Start of Block
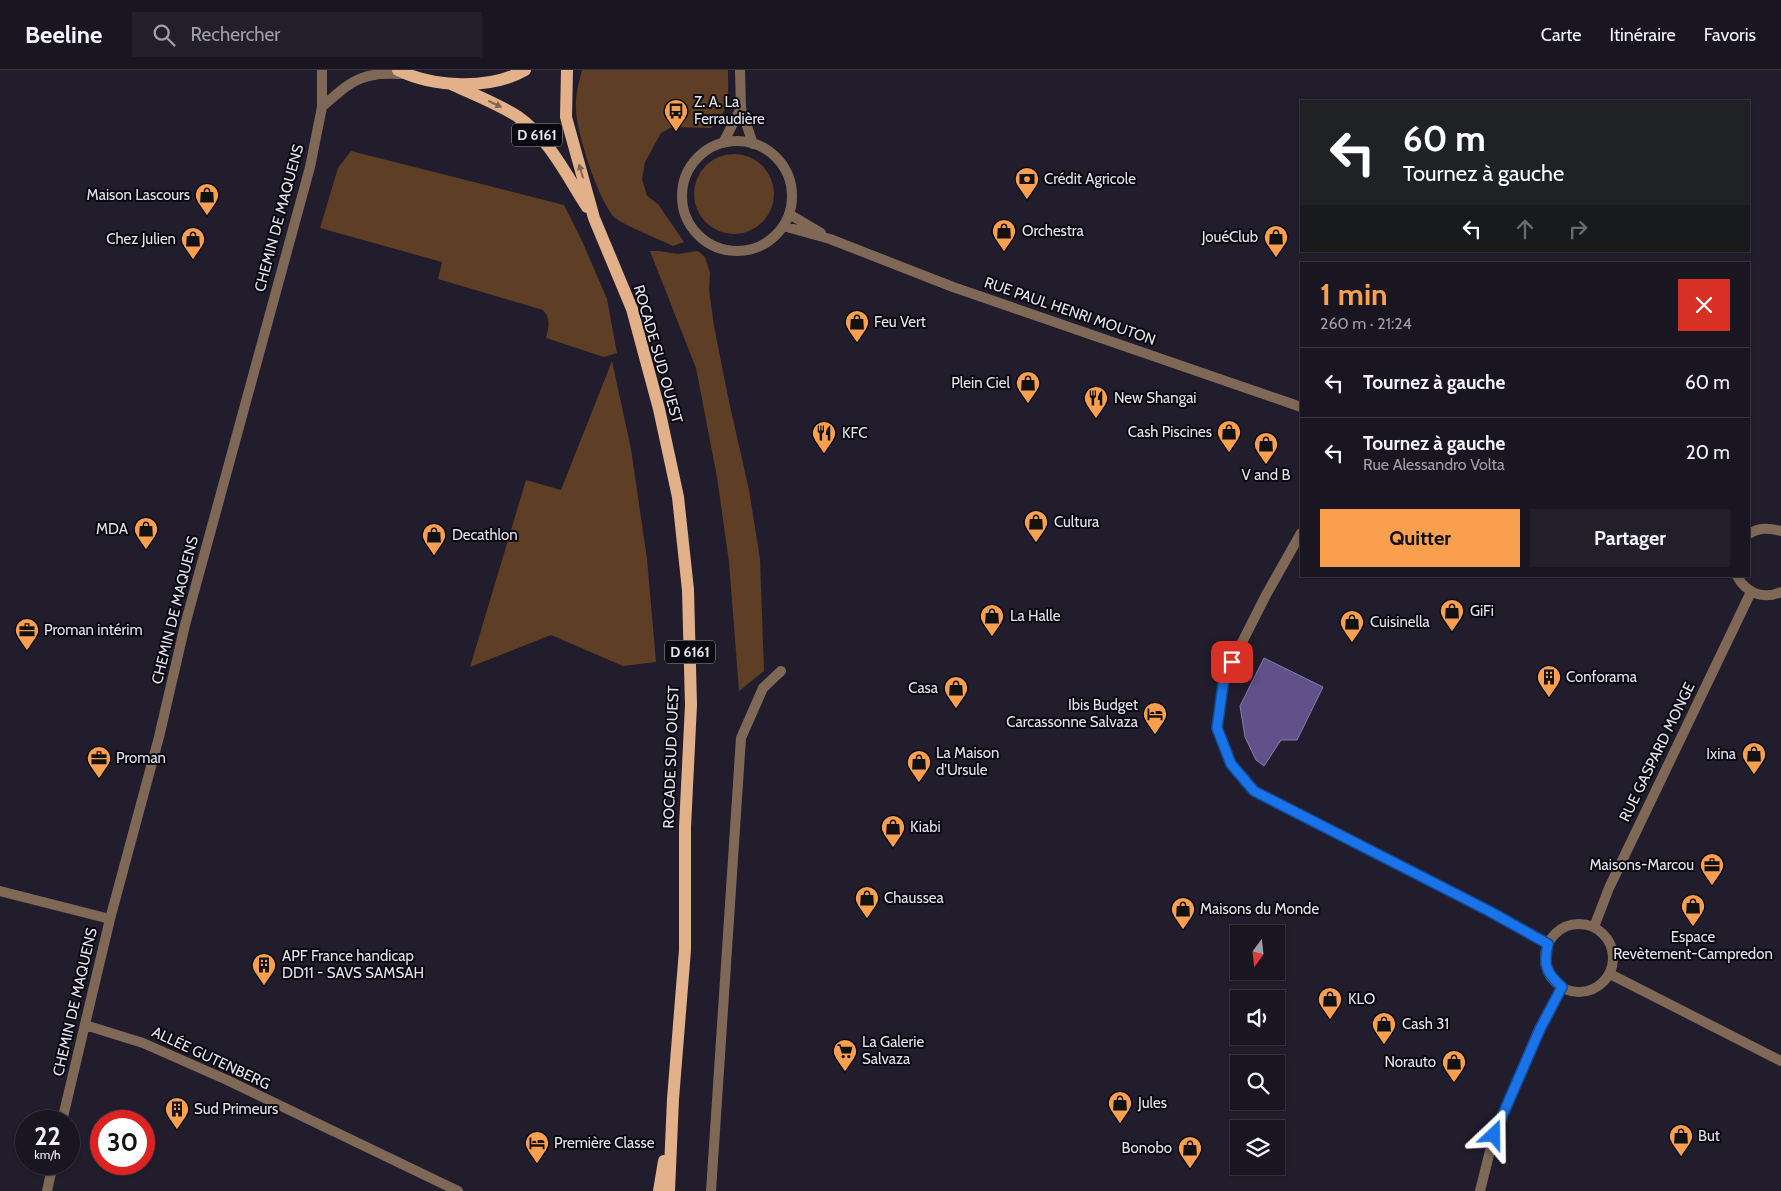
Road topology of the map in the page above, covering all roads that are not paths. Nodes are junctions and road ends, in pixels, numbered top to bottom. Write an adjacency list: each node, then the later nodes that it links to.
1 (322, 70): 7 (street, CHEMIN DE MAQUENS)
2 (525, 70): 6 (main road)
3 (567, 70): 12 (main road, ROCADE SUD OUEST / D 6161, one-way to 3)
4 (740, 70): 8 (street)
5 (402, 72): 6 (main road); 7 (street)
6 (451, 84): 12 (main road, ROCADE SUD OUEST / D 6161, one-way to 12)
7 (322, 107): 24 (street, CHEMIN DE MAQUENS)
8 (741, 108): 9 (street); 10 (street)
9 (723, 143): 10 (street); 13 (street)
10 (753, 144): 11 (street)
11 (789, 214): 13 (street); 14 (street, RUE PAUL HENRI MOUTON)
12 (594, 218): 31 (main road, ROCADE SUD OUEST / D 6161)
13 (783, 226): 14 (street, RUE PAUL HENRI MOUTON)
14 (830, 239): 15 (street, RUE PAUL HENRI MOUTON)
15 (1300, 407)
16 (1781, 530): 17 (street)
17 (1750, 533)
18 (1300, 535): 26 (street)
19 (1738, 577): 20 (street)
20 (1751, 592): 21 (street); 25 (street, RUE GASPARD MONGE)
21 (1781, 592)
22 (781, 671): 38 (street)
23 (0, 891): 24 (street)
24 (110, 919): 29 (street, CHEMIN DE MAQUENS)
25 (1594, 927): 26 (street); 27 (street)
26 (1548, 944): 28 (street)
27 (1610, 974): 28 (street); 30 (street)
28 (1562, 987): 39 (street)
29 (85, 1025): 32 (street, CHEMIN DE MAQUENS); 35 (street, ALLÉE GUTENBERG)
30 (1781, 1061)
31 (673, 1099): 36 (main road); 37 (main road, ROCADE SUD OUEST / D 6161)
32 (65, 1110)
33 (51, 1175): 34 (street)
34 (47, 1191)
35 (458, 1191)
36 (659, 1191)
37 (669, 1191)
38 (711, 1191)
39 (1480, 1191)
End of Block
◆ PROBLEM REQUIREMENTS
The material above is to be transcribed exactly, with all pictures omitted.

◆ TASK OUTPUT
Road topology of the map in the page above, covering all roads that are not paths. Nodes are junctions and road ends, in pixels, numbered top to bottom. Write an adjacency list: each node, then the later nodes that it links to.
1 (322, 70): 7 (street, CHEMIN DE MAQUENS)
2 (525, 70): 6 (main road)
3 (567, 70): 12 (main road, ROCADE SUD OUEST / D 6161, one-way to 3)
4 (740, 70): 8 (street)
5 (402, 72): 6 (main road); 7 (street)
6 (451, 84): 12 (main road, ROCADE SUD OUEST / D 6161, one-way to 12)
7 (322, 107): 24 (street, CHEMIN DE MAQUENS)
8 (741, 108): 9 (street); 10 (street)
9 (723, 143): 10 (street); 13 (street)
10 (753, 144): 11 (street)
11 (789, 214): 13 (street); 14 (street, RUE PAUL HENRI MOUTON)
12 (594, 218): 31 (main road, ROCADE SUD OUEST / D 6161)
13 (783, 226): 14 (street, RUE PAUL HENRI MOUTON)
14 (830, 239): 15 (street, RUE PAUL HENRI MOUTON)
15 (1300, 407)
16 (1781, 530): 17 (street)
17 (1750, 533)
18 (1300, 535): 26 (street)
19 (1738, 577): 20 (street)
20 (1751, 592): 21 (street); 25 (street, RUE GASPARD MONGE)
21 (1781, 592)
22 (781, 671): 38 (street)
23 (0, 891): 24 (street)
24 (110, 919): 29 (street, CHEMIN DE MAQUENS)
25 (1594, 927): 26 (street); 27 (street)
26 (1548, 944): 28 (street)
27 (1610, 974): 28 (street); 30 (street)
28 (1562, 987): 39 (street)
29 (85, 1025): 32 (street, CHEMIN DE MAQUENS); 35 (street, ALLÉE GUTENBERG)
30 (1781, 1061)
31 (673, 1099): 36 (main road); 37 (main road, ROCADE SUD OUEST / D 6161)
32 (65, 1110)
33 (51, 1175): 34 (street)
34 (47, 1191)
35 (458, 1191)
36 (659, 1191)
37 (669, 1191)
38 (711, 1191)
39 (1480, 1191)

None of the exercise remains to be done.